* _Assignment_:
Pull every line from the records that has the word "road" in it.

* _Input records_:
-- -- --

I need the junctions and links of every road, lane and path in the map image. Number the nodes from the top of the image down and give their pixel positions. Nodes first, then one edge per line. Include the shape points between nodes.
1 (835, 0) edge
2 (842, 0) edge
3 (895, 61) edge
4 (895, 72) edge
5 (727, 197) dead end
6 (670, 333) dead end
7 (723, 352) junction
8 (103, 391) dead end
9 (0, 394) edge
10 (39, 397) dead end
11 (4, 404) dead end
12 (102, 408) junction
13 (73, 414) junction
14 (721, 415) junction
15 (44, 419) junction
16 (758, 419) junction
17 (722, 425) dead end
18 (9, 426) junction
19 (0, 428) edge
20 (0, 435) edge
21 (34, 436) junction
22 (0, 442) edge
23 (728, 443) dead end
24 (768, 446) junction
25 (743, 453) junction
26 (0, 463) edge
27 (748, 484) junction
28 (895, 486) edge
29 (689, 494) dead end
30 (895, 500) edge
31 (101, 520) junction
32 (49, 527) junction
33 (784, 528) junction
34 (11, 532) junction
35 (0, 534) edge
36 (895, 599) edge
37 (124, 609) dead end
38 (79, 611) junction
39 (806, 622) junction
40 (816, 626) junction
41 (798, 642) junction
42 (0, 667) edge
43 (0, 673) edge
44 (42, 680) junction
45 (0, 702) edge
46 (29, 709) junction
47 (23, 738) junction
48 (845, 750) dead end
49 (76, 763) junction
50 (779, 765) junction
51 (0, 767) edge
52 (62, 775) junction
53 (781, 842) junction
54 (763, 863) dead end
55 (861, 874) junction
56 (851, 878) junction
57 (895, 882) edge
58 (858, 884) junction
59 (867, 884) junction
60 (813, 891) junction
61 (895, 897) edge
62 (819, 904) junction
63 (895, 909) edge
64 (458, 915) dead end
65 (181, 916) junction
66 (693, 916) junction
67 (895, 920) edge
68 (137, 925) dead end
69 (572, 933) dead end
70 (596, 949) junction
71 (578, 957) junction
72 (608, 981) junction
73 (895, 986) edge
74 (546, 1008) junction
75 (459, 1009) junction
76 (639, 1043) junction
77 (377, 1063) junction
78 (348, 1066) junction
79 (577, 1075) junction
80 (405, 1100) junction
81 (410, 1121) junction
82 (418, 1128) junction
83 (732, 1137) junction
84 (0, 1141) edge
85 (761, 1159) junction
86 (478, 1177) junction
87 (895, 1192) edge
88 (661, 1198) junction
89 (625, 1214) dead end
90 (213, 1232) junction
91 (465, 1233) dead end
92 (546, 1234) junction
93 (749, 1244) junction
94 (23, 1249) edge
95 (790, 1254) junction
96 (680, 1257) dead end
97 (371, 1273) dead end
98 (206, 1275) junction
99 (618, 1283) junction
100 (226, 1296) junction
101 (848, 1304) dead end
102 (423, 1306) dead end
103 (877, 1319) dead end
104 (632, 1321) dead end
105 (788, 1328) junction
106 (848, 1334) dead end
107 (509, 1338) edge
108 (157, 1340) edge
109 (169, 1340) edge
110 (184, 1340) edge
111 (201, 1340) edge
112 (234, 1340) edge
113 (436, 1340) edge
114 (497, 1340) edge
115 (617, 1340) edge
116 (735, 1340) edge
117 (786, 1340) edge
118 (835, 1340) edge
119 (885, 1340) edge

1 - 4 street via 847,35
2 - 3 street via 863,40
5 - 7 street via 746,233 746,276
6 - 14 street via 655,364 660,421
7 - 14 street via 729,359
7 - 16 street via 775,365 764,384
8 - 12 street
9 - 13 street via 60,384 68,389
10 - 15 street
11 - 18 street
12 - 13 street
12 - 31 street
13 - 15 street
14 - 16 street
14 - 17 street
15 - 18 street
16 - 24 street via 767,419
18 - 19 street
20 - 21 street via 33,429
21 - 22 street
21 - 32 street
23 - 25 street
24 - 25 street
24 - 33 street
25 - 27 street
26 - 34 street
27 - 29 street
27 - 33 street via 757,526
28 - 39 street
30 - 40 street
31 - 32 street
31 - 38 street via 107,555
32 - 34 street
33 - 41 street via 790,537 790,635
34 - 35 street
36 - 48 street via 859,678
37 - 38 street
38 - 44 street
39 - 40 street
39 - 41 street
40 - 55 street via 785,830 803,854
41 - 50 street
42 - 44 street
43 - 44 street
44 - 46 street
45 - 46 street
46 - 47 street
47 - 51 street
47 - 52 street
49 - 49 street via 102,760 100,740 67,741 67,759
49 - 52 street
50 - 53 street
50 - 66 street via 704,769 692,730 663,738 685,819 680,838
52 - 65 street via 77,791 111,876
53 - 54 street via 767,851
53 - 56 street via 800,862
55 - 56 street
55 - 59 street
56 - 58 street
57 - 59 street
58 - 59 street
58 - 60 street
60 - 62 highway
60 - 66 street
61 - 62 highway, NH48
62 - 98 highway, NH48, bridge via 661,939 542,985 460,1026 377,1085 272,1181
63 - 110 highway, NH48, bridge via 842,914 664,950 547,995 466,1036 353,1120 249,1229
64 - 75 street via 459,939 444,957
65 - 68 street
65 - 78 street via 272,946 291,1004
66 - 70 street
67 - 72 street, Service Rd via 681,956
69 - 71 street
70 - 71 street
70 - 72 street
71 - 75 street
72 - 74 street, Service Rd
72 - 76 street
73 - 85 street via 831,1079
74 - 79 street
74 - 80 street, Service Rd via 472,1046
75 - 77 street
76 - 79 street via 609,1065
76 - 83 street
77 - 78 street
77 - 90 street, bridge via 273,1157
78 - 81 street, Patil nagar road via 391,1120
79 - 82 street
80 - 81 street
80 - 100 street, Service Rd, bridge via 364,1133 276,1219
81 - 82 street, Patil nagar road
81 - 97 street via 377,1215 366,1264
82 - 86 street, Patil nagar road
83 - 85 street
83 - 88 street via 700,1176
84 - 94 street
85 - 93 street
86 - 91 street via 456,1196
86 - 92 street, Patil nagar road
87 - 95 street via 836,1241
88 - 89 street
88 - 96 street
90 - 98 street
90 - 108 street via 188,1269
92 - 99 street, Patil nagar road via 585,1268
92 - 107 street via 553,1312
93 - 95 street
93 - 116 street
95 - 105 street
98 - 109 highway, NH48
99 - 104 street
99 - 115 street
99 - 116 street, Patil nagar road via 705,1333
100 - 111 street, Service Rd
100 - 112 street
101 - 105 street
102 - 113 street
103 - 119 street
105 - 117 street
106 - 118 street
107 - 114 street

-- -- --

* _Task answer_:
I need the junctions and links of every road, lane and path in the map image. Number the nodes from the top of the image down and give their pixel positions. Nodes first, then one edge per line. Include the shape points between nodes.
78 - 81 street, Patil nagar road via 391,1120
81 - 82 street, Patil nagar road
82 - 86 street, Patil nagar road
86 - 92 street, Patil nagar road
92 - 99 street, Patil nagar road via 585,1268
99 - 116 street, Patil nagar road via 705,1333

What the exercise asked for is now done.